Но даже приняв во внимание эти обстоятельства, трудно предположить участие царя Алексея Михайловича в постоянных смотрах невест. Неужели они начались сразу со времени приезда ко двору первых «претенденток» этого царского «конкурса красоты»? Ирония здесь вполне уместна, потому что при таком взгляде не учитываются особенности придворной и церковной жизни XVII века, подчинявшейся определенным правилам. Если сопоставить даты приезда невест к смотру, то можно увидеть, что некоторые из них совпадают с таким временем, когда царь Алексей Михайлович не должен был заниматься мирскими делами. Не говоря уже о том, что вплоть до дня новой свадьбы он сохранял траур! Мог ли, например, состояться смотр невест в самый день именин покойной царицы Марии (первый после ее смерти!) или в дни Великого поста и даже Страстной недели?! Поэтому весь процесс «подготовки» свадьбы, в котором Артамон Матвеев (но не он один), несомненно, участвовал, сначала подразумевал «приезды» невест, готовившихся для представления царю, а потом единственный «смотр», состоявшийся по царскому указу спустя две недели после Пасхи, в понедельник 18 апреля 1670 года. Это время вполне подходило для обращения к свадебным делам и не могло нанести никакого ущерба благочестию.

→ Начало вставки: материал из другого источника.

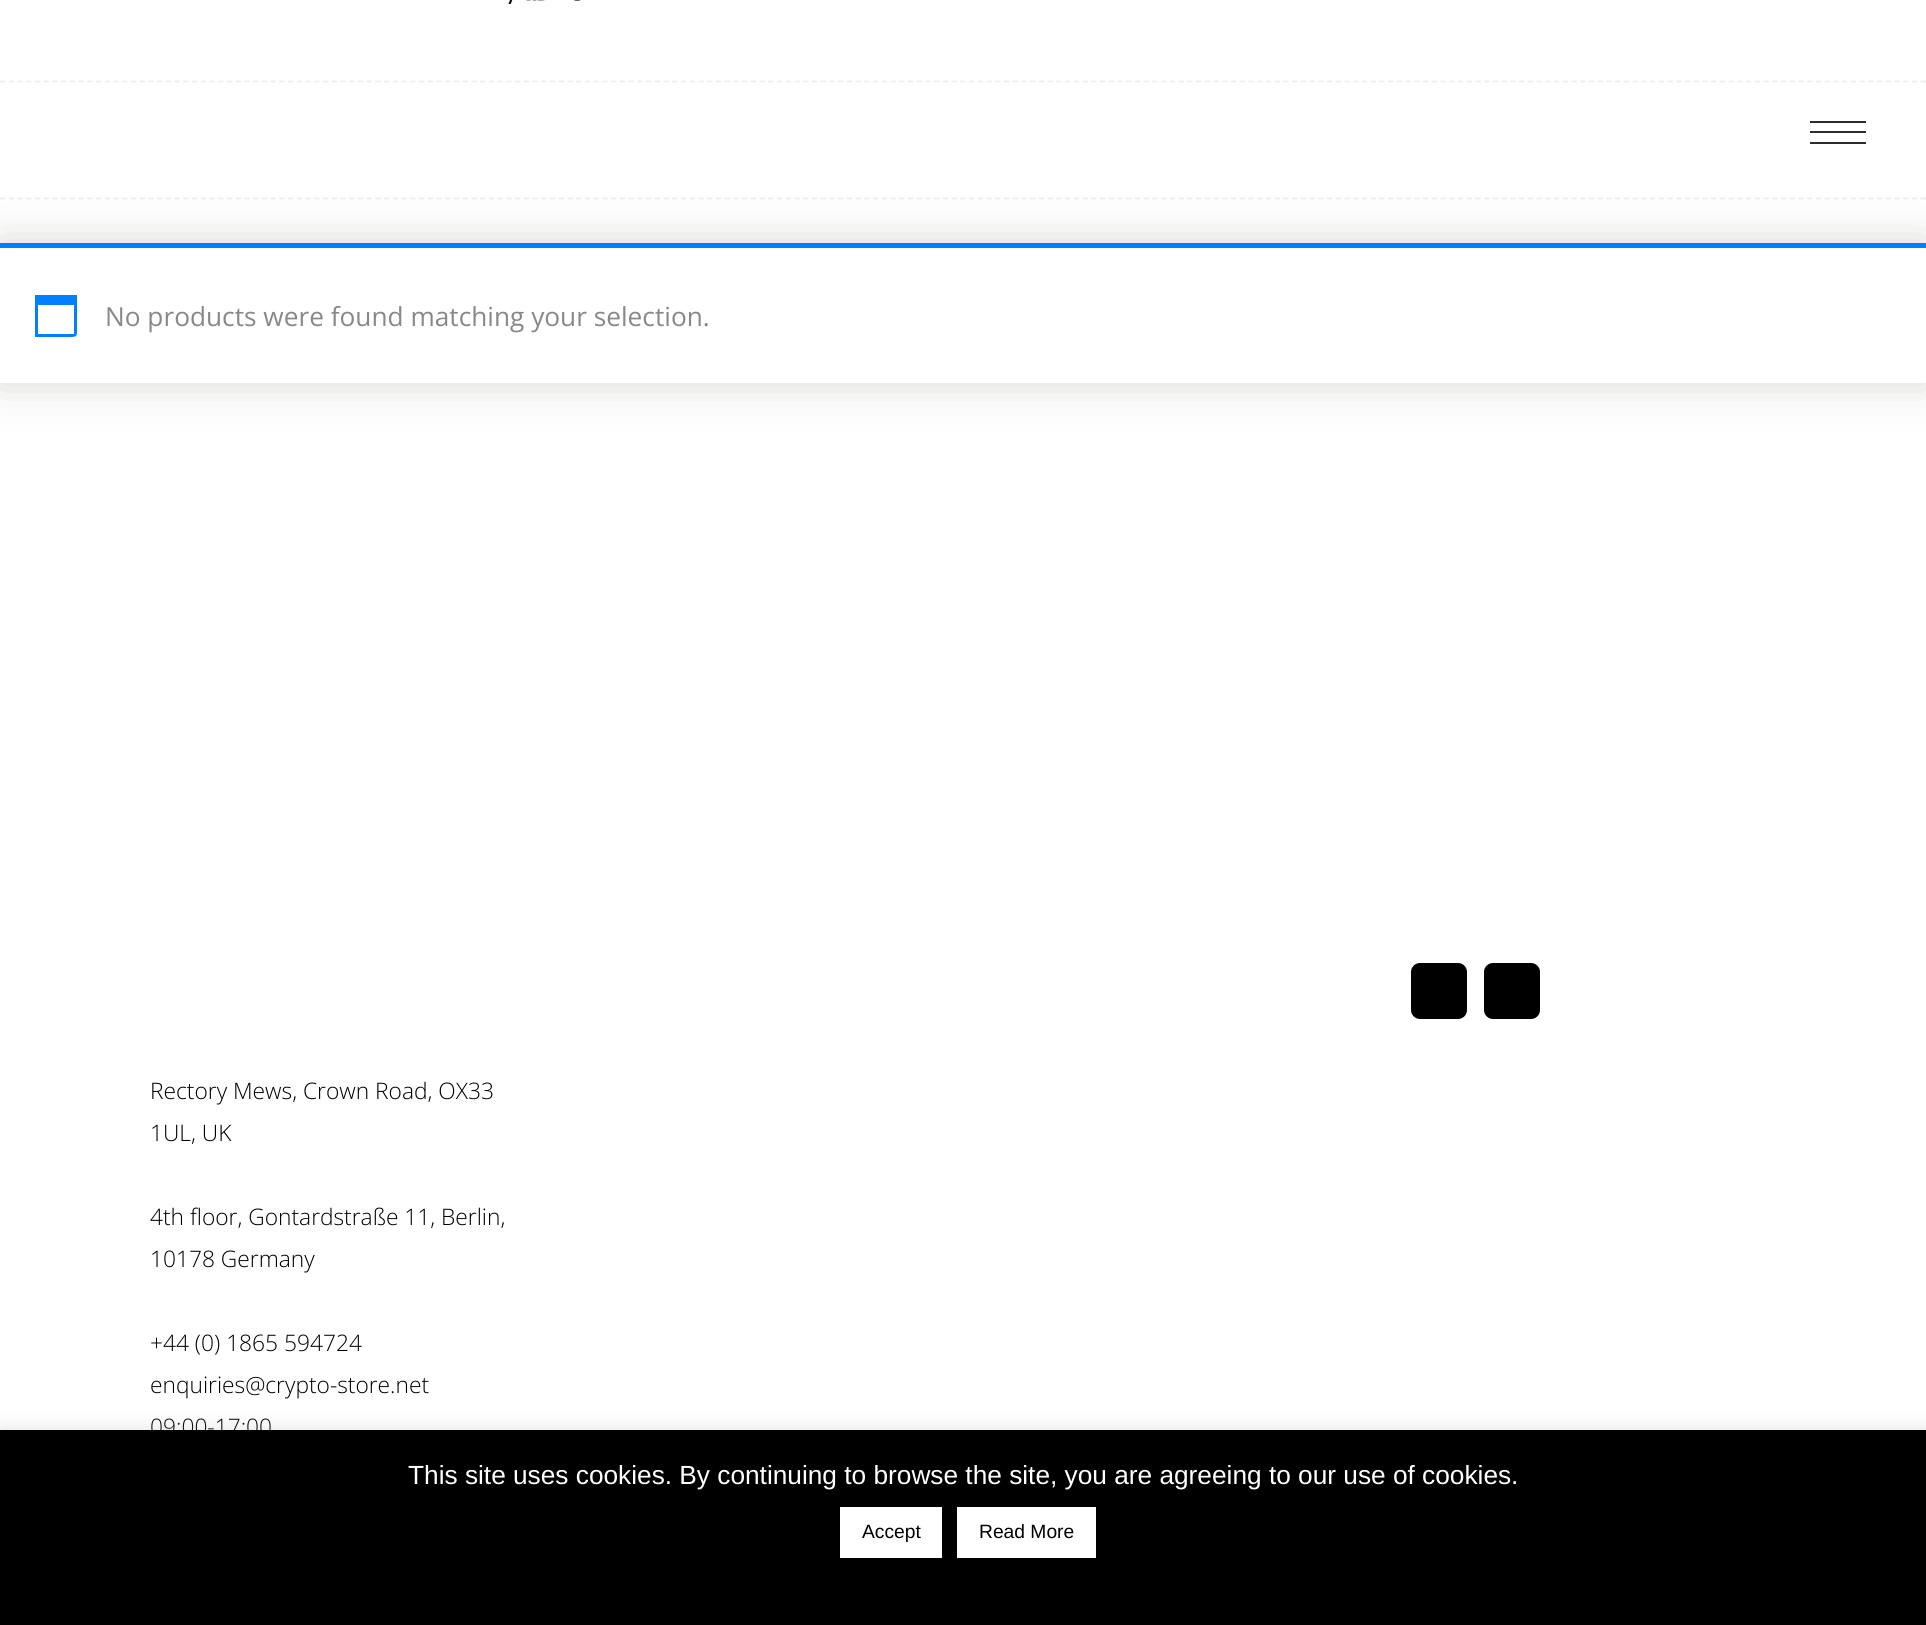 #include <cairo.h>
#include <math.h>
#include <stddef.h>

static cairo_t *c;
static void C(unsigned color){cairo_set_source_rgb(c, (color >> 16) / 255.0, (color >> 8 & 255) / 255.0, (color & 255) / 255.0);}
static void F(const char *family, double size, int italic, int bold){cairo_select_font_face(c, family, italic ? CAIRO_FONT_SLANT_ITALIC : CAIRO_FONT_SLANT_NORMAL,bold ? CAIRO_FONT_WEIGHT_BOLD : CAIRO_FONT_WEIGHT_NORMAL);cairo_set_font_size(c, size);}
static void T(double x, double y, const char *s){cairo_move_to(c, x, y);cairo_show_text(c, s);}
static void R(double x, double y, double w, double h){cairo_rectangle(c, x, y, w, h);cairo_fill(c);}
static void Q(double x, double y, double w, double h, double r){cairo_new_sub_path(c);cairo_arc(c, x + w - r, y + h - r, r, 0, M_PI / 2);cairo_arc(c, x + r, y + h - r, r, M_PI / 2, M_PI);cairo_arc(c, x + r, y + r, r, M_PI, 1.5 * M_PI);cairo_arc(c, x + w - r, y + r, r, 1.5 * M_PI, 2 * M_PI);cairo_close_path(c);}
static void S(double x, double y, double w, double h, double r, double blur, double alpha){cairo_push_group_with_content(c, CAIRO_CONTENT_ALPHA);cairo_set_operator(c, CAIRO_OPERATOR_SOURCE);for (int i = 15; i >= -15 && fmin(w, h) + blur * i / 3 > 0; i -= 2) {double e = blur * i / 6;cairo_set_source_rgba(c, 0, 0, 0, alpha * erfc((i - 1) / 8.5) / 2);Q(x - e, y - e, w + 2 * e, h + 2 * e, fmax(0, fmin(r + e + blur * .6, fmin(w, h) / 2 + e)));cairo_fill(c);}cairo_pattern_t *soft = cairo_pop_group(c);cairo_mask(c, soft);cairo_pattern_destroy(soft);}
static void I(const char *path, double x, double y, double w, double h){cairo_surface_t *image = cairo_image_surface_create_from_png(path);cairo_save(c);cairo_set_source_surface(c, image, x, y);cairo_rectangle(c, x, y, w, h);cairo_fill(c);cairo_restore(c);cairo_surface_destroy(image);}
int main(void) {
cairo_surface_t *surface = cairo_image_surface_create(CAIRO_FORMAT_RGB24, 1926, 1625);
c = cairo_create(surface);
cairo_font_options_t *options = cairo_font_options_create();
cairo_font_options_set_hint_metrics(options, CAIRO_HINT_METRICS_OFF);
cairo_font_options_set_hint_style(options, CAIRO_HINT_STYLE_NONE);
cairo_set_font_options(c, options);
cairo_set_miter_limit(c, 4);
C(0xffffff);
cairo_paint(c);
cairo_new_path(c);
cairo_move_to(c,0,198.5);
cairo_line_to(c,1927,198.5);
C(0xededed);
cairo_set_line_width(c,1.8);
cairo_set_dash(c,(double[]){5.25,3.48},2,0);
cairo_stroke(c);
I("1.png",508,0,73,5);
cairo_new_path(c);
cairo_move_to(c,0,81.5);
cairo_line_to(c,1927,81.5);
cairo_stroke(c);
C(0x2d2d2d);
R(1810,121,56,2);
R(1810,131,56,2);
R(1810,142,56,2);
C(0x1f1c16);
S(0,243,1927,140,0,22,.18);
C(0xffffff);
R(0,248,1926,135);
C(0x0080ff);
R(0,243,1926,5);
cairo_new_path(c);
cairo_move_to(c,74,305);
cairo_line_to(c,38,305);
cairo_line_to(c,38,334);
cairo_line_to(c,74,334);
cairo_close_path(c);
cairo_move_to(c,77,295);
cairo_line_to(c,77,327);
cairo_curve_to(c,77,337,78,337,67,337);
cairo_line_to(c,35,337);
cairo_line_to(c,35,295);
cairo_close_path(c);
cairo_fill(c);
F("Open Sans",26.25,0,0);
C(0x888888);
T(105,326,"No products were found matching your selection.");
C(0x000000);
Q(1411,963,56,56,9);
cairo_fill(c);
Q(1484,963,56,56,9);
cairo_fill(c);
F("Open Sans Light",22.75,0,0);
T(150,1099,"Rectory Mews, Crown Road, OX33");
T(150,1141,"1UL, UK");
T(150,1225,"4th floor, Gontardstraße 11, Berlin,");
T(150,1267,"10178 Germany");
T(150,1351,"+44 (0) 1865 594724");
T(150,1393,"enquiries@crypto-store.net");
T(150,1435,"09:00-17:00");
C(0xacabab);
S(0,1428,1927,196,0,9,.3);
C(0x000000);
R(0,1430,1926,195);
F("Liberation Sans",26.25,0,0);
C(0xffffff);
T(408,1484,"This site uses cookies. By continuing to browse the site, you are agreeing to our use of cookies.");
R(840,1507,102,51);
F("Liberation Sans",19.25,0,0);
C(0x000000);
T(862,1538,"Accept");
C(0xffffff);
R(957,1507,139,51);
C(0x000000);
T(979,1538,"Read More");
cairo_surface_write_to_png(surface, "o.png");
cairo_font_options_destroy(options);
cairo_destroy(c);
cairo_surface_destroy(surface);
return 0;
}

Шестнадцатилетняя Наталья Кирилловна Нарышкина записана в «приездах» к смотру невест 1 февраля 1670 года. Изначально ставка Артамона Матвеева была, видимо, не на нее, а на дочерей своего сводного брата — внучек «печатника Алмаза Ивановича» Анну и Анастасию. Они первыми были записаны в списке невест 30 ноября 1669 года. Другие сразу привезенные к смотру невесты жили в домах голов московских стрельцов, включая Юрия Лутохина. Но вскоре к подготовке смотра подключились другие бояре, да и само дело было поручено дворецкому боярину Богдану Матвеевичу Хитрово, а он не должен был поддерживать невест, находившихся в прямом родстве или свойстве с Артамоном Матвеевым. Царский любимец Матвеев не отступил, найдя выход из положения, как привык — через всем обязанных ему подчиненных в своем стрелецком приказе. Этим можно объяснить появление в списке возможных царских невест имени Натальи Нарышкиной (напомню, что не только ее дядя, но и отец какое-то время служил под началом Артамона Матвеева при формировании рейтарского полка). В момент подготовки царской свадьбы стрелецкий голова Кирилл Полиевктович Нарышкин был на службе в Смоленске. Поэтому Артамон Матвеев и проявил заботу о так называемой «воспитаннице», которая между 1 февраля и 18 апреля имела уже новый статус не обычной дочери служилого человека, а одной из участниц смотра невест царя Алексея Михайловича.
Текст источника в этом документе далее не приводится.